INSTRUCTIONS FOR THE TASK: If a line in the listing below contains the word "edges", count it, then please give only the number of such lines.

MATERIALS PROVIDED:
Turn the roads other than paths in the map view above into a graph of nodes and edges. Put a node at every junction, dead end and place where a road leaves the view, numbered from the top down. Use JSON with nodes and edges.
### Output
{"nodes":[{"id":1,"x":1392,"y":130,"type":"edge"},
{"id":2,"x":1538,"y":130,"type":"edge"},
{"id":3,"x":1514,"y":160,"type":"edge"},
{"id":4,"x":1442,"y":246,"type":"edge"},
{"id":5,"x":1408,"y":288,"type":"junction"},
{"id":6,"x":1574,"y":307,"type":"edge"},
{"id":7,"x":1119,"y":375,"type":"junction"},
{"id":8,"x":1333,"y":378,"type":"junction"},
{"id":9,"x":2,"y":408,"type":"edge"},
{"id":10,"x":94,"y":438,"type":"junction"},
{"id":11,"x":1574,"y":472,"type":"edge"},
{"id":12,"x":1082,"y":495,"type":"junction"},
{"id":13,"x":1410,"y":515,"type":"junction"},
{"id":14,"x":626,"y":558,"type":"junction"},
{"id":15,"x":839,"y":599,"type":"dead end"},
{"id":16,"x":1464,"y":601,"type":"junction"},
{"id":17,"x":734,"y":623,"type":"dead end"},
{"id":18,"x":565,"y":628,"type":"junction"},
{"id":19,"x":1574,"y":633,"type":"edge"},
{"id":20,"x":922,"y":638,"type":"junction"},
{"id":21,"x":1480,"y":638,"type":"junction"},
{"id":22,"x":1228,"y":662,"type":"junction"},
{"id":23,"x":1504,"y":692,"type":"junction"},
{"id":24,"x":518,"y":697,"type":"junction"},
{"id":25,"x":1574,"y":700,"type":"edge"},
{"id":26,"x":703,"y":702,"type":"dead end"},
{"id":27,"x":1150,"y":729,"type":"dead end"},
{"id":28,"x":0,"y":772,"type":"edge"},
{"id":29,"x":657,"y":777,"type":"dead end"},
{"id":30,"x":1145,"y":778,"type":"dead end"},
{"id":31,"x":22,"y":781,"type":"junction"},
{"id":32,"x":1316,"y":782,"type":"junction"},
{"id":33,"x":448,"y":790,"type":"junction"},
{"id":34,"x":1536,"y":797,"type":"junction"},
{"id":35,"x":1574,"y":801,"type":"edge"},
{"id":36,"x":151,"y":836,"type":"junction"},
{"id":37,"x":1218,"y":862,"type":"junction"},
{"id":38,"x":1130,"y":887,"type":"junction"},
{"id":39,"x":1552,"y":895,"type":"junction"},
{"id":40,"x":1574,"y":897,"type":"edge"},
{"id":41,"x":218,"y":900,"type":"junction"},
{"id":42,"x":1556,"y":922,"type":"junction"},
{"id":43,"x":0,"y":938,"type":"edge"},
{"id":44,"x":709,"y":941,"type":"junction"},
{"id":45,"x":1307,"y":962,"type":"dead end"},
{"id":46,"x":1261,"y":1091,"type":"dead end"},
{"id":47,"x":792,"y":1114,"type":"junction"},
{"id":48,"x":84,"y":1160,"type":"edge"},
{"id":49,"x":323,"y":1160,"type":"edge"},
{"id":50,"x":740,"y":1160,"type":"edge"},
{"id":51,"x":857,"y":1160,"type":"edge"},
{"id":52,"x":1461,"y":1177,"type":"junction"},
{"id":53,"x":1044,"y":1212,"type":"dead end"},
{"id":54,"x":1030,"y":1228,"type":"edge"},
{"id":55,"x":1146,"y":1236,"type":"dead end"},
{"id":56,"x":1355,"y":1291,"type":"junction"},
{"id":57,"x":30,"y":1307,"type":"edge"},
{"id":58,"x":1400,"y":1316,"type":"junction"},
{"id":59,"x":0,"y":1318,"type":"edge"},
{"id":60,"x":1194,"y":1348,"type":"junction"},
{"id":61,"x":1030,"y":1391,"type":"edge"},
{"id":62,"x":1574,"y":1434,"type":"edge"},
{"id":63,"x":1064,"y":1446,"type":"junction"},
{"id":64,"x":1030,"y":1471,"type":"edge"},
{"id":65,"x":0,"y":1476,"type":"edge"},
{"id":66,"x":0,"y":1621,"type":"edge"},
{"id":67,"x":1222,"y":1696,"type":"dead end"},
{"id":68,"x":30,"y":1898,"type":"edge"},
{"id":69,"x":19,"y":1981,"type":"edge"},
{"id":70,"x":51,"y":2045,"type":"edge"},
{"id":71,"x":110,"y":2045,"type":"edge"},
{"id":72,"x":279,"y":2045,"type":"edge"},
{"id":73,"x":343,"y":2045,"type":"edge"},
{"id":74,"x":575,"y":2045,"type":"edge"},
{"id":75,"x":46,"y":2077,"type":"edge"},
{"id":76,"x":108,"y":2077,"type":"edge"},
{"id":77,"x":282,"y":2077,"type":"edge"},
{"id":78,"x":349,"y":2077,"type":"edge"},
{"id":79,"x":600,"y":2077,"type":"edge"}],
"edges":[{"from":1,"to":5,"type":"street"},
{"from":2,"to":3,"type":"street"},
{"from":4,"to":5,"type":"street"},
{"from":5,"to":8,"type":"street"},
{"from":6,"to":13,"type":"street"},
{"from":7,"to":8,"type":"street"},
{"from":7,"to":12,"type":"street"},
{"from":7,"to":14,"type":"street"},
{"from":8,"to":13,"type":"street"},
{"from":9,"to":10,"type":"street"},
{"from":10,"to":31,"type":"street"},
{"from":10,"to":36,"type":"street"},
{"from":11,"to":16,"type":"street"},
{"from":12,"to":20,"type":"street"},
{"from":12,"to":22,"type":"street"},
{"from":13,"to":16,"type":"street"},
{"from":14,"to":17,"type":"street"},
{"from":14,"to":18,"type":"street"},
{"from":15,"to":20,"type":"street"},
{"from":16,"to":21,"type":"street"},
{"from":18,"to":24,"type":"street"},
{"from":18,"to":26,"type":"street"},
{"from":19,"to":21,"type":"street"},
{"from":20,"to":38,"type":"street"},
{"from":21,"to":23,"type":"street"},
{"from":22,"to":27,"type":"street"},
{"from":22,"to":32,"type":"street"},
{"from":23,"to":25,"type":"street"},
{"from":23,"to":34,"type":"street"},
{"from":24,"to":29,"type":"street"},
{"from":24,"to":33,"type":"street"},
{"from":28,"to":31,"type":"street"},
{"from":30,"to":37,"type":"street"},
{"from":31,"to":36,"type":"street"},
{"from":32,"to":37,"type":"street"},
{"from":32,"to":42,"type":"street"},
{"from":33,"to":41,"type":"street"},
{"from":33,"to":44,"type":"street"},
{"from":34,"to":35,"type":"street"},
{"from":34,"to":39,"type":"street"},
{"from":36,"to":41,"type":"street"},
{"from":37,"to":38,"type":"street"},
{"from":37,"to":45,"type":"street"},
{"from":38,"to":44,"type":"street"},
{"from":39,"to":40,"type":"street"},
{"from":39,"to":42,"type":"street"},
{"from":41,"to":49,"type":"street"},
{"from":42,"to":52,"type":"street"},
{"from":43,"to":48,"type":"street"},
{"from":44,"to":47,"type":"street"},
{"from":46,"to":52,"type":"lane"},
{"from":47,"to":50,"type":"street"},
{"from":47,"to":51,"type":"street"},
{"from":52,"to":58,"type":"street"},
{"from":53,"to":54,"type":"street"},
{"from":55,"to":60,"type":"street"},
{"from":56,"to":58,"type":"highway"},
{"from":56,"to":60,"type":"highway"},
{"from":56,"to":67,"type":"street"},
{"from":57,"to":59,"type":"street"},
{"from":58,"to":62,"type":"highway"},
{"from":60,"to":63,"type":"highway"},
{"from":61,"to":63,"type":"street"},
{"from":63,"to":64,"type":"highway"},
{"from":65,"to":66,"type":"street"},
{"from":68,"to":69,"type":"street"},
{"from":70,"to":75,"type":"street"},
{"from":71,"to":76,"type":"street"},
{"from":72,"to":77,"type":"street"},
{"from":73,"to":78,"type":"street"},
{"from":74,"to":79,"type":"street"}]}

SOLUTION: 2